Saturday, June 26, 2010

Mother, Should I Build the Wall?

Ooops, too late, already did it! The walls are built, thirteen courses of three-inch brick. My next step is acquiring angle iron and tie rods, and welding the exoskeleton. Well, not welding it myself, exactly, but getting a friend with a portable welder to come out and do it. Portable welders must not be too uncommon, as I know two guys who have them, who have expressed a willingness to help.

When I started figuring out the stack, I discovered two things: One, I had placed a soda port too close longitudinally to the flue, such that the stack will block it; and two, the Fourth Law of Kiln Building, which states: However many cinder blocks you have, you need two more.

I finished my efforts last night in time to attend a reception at the Center for Maine Craft, a preview of the plates that will be featured at Watershed's Salad Days gala. (That's coming up July 10th -- hope to see you there!) I love those events for more than just free wine: I learn so much talking to other potters. Last night I came home with two helpful kiln-building ideas:

1) I could probably get away with building the arch out of superduty soft brick, despite conventional wisdom that the interior of a soda kiln must be entirely lined with hard brick. It is certainly true that the lower half of the walls take almost all the abuse; has anybody out there had any experience with this? I'd love to use IFB instead of hard brick, for the obvious reason of its (much) greater insulating qualities, but also because it's cheaper and easier to work with.
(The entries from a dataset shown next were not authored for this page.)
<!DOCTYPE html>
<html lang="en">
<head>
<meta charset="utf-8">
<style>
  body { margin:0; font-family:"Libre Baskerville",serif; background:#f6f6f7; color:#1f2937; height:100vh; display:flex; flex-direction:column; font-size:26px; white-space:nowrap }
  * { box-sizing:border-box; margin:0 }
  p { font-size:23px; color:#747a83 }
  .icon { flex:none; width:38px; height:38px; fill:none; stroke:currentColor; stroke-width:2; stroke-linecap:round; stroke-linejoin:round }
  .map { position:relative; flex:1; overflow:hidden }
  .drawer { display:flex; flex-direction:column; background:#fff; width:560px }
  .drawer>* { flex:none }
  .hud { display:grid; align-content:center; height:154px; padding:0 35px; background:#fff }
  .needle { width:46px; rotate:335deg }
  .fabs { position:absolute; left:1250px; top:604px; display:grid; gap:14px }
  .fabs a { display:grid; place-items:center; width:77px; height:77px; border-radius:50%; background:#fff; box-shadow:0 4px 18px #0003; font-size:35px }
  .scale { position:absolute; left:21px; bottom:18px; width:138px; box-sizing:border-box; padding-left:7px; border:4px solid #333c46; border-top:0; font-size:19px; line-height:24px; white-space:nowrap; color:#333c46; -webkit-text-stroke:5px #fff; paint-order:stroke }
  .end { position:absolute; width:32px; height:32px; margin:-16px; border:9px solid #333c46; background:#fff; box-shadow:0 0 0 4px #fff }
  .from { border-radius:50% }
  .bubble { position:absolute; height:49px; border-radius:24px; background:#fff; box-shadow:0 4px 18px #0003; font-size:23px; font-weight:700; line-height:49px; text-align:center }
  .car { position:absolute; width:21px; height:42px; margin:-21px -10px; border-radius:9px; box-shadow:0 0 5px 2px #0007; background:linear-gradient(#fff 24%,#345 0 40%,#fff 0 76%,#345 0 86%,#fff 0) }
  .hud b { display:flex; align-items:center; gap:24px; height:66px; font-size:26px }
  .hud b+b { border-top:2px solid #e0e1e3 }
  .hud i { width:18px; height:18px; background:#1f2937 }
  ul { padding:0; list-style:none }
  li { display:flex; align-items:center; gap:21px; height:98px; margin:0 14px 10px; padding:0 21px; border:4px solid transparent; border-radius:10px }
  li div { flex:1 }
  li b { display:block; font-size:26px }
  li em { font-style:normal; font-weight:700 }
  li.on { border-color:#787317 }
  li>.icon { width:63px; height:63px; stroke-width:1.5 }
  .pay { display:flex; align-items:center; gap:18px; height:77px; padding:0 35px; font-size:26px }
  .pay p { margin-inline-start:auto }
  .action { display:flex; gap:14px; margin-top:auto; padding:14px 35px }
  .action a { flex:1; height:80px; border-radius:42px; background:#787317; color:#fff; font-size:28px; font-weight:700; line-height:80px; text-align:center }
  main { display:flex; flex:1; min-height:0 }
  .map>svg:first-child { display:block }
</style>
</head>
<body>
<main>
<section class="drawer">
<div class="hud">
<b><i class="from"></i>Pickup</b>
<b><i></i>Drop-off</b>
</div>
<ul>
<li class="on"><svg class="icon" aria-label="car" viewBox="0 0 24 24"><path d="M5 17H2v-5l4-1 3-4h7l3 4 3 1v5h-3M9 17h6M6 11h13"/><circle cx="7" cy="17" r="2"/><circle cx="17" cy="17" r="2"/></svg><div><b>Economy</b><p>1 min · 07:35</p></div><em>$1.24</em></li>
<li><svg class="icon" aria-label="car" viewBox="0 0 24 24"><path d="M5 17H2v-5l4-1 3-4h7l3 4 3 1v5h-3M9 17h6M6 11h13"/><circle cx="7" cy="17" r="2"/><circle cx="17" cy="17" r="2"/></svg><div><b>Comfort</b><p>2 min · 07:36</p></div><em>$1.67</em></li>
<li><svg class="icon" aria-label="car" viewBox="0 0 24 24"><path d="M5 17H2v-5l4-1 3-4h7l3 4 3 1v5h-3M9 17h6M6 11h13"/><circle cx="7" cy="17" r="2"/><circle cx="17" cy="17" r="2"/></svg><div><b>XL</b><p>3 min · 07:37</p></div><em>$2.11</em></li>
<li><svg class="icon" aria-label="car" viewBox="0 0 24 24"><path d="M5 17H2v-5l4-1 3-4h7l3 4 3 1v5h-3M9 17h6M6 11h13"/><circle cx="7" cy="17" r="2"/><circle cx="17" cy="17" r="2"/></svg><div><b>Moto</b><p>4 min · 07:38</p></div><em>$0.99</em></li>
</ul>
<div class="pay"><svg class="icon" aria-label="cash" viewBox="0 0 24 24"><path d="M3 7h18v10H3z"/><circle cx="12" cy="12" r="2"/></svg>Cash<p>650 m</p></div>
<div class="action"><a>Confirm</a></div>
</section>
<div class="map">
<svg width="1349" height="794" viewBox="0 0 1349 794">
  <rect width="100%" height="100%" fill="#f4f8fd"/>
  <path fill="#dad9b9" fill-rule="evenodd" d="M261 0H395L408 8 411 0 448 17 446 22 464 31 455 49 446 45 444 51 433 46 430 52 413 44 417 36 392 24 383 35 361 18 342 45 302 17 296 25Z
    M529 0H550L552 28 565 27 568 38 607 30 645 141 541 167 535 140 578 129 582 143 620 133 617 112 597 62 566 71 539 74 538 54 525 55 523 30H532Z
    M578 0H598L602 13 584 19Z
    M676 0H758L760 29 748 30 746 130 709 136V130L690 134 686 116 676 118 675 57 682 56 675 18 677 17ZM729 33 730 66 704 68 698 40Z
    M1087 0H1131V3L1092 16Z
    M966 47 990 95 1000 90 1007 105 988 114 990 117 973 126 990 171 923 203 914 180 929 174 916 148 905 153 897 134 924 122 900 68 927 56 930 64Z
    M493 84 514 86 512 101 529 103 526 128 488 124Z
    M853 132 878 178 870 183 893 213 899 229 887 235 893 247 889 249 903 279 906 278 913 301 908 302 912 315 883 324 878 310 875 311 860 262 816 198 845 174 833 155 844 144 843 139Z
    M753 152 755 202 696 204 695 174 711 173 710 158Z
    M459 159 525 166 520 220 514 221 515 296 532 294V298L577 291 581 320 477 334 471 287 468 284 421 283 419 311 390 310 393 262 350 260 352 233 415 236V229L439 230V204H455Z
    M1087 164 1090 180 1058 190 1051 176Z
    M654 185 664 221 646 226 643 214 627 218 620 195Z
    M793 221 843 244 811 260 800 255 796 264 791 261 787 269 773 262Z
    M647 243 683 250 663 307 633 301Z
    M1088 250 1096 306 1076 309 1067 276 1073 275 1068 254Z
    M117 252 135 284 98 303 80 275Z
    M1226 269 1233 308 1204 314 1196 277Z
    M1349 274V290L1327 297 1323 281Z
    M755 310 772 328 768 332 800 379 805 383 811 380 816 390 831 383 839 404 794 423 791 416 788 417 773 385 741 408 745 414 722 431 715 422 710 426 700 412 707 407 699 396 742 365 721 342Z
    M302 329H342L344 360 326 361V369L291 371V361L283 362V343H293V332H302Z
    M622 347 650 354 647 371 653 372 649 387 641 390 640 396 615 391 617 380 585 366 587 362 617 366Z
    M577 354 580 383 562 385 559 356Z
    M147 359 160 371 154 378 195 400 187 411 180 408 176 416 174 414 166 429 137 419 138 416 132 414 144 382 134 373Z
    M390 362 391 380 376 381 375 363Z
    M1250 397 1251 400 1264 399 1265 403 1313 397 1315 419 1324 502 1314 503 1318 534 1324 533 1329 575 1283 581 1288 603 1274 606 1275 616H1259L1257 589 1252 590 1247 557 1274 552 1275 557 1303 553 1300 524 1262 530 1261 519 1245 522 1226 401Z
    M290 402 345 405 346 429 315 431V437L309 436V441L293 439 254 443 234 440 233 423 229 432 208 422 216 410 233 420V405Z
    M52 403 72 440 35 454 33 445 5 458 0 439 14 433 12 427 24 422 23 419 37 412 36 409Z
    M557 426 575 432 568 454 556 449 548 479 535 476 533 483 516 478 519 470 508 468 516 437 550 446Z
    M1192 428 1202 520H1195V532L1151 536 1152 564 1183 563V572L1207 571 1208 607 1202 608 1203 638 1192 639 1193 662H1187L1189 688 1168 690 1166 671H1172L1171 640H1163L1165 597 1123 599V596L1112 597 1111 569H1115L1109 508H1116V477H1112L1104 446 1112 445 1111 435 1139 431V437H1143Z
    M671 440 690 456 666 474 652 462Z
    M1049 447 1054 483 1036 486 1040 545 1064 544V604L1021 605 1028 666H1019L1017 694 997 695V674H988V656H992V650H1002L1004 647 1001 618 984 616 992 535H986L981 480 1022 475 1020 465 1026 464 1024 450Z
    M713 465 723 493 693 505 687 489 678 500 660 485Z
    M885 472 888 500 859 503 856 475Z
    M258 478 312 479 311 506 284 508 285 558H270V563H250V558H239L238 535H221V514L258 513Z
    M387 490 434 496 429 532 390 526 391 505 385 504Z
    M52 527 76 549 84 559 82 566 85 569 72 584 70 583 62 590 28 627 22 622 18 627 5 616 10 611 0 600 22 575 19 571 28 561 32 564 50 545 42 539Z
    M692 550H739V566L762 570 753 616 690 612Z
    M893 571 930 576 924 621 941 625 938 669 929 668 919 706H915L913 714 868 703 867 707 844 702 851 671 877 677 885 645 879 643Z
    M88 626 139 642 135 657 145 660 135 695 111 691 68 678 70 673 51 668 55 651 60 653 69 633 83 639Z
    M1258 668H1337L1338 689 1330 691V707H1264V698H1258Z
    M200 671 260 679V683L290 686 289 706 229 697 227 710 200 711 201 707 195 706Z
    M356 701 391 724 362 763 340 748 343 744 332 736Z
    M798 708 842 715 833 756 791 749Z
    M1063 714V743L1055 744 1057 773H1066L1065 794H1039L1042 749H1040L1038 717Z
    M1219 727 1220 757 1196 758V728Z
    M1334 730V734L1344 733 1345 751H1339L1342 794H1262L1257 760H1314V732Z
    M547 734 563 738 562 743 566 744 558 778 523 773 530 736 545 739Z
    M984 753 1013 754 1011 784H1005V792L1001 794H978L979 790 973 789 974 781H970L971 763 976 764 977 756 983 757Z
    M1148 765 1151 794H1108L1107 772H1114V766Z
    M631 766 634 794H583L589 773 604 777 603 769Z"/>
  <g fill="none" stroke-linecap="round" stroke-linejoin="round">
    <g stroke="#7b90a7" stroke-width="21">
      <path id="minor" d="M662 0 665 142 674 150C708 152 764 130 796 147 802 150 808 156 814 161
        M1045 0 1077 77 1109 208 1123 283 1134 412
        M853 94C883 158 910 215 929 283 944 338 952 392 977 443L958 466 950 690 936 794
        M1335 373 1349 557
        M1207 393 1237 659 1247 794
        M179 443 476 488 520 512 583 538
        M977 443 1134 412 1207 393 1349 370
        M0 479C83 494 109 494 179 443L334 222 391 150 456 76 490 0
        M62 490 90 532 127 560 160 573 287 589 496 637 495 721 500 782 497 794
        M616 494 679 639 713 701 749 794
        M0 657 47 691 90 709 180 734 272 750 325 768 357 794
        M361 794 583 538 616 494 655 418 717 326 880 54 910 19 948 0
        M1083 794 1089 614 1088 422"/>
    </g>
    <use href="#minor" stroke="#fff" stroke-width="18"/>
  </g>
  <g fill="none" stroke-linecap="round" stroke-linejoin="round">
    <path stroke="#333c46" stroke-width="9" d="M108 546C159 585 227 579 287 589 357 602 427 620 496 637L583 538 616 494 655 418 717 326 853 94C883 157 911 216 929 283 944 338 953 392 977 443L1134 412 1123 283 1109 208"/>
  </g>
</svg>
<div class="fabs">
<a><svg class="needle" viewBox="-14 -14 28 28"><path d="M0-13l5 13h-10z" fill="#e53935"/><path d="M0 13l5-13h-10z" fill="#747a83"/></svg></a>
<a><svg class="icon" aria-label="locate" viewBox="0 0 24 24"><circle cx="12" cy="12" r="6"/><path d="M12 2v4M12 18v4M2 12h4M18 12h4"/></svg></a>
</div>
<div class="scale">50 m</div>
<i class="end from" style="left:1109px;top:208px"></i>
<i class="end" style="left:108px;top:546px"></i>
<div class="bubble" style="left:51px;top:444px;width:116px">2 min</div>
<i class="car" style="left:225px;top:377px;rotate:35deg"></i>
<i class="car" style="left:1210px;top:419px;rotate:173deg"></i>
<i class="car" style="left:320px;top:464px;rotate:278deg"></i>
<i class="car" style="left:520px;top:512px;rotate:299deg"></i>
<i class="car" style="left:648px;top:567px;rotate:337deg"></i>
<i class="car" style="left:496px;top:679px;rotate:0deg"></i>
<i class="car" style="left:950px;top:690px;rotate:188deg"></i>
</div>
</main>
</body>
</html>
2) A potter whom I greatly respect mentioned that he had heard of people glazing the interior of their soda kilns, either with a very stiff glaze like a shino, or perhaps with a wollastonite glaze. He wasn't ready to vouch for this technique, not having tried it, but I am quite intrigued by it. It appeals to me on an aesthetic level -- remember, I am enamoured of kilns as beautiful objects -- and also because it seems like one of those ideas that is so obvious that you wonder why it isn't standard practice. I can't think why it wouldn't work. However, there is a world of difference between "Lori can't think of a reason" and "There is no reason" so again, I'd be delighted to hear from anyone who has seen this done.

It's a gallery-sitting day for me. so I won't make any progress today, except the mental work of figuring out my soda port problem. But do me a solid: poll your potter friends and let me know if anyone has tried either of the ideas I mentioned, and how it worked out. You can comment here or email me at with any news. It takes a village!


heidi haugen: days with clay said...

at the 'art farm' i sometimes attend in wisconsin, they sprayed the interior of the wood and soda kiln with a very thin layer of shino. maybe email donovan at masterkilnbuilders and see what he certainly is quite a 'permanent' move.
well done so far.

Lori Watts said...

Donovan! I should have thought of that. I've received another good suggestion of an authority I could consult, as well - Vince Pitelka, of the Appalachian Center for Craft. So that is my assignment this week: contact these guys and get tehir thoughts on the matter.

ang design said...

I have also seen the interior of the kiln finished with a kiln wash substance i think that was in a video from ceramics daily..would love to hear what you come up with as i also have plans to build a soda kiln..

Lotto said...

Did you ever find out about this Lori? I'd love to know what you learned.